(TASK STATEMENT) These entries are to be retyped in full, word for word.

(DATASET)
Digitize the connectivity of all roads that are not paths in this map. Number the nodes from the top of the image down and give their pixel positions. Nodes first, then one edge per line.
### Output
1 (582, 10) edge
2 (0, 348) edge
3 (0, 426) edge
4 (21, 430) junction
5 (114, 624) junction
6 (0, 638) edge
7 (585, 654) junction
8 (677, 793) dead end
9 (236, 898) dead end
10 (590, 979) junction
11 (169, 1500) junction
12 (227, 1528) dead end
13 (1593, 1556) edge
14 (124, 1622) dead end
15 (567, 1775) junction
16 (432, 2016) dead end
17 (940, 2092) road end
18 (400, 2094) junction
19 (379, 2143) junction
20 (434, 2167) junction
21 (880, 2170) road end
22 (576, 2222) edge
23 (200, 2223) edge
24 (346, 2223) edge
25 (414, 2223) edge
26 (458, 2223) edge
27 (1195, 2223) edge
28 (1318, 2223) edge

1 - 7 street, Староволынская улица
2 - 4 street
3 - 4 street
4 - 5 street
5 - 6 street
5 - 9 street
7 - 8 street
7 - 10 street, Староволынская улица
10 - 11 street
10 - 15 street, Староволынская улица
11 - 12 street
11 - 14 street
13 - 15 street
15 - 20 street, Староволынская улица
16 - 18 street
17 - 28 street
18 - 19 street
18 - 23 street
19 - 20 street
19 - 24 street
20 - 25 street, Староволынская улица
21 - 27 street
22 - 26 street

(PROBLEM SOLUTION)
Digitize the connectivity of all roads that are not paths in this map. Number the nodes from the top of the image down and give their pixel positions. Nodes first, then one edge per line.
### Output
1 (582, 10) edge
2 (0, 348) edge
3 (0, 426) edge
4 (21, 430) junction
5 (114, 624) junction
6 (0, 638) edge
7 (585, 654) junction
8 (677, 793) dead end
9 (236, 898) dead end
10 (590, 979) junction
11 (169, 1500) junction
12 (227, 1528) dead end
13 (1593, 1556) edge
14 (124, 1622) dead end
15 (567, 1775) junction
16 (432, 2016) dead end
17 (940, 2092) road end
18 (400, 2094) junction
19 (379, 2143) junction
20 (434, 2167) junction
21 (880, 2170) road end
22 (576, 2222) edge
23 (200, 2223) edge
24 (346, 2223) edge
25 (414, 2223) edge
26 (458, 2223) edge
27 (1195, 2223) edge
28 (1318, 2223) edge

1 - 7 street, Староволынская улица
2 - 4 street
3 - 4 street
4 - 5 street
5 - 6 street
5 - 9 street
7 - 8 street
7 - 10 street, Староволынская улица
10 - 11 street
10 - 15 street, Староволынская улица
11 - 12 street
11 - 14 street
13 - 15 street
15 - 20 street, Староволынская улица
16 - 18 street
17 - 28 street
18 - 19 street
18 - 23 street
19 - 20 street
19 - 24 street
20 - 25 street, Староволынская улица
21 - 27 street
22 - 26 street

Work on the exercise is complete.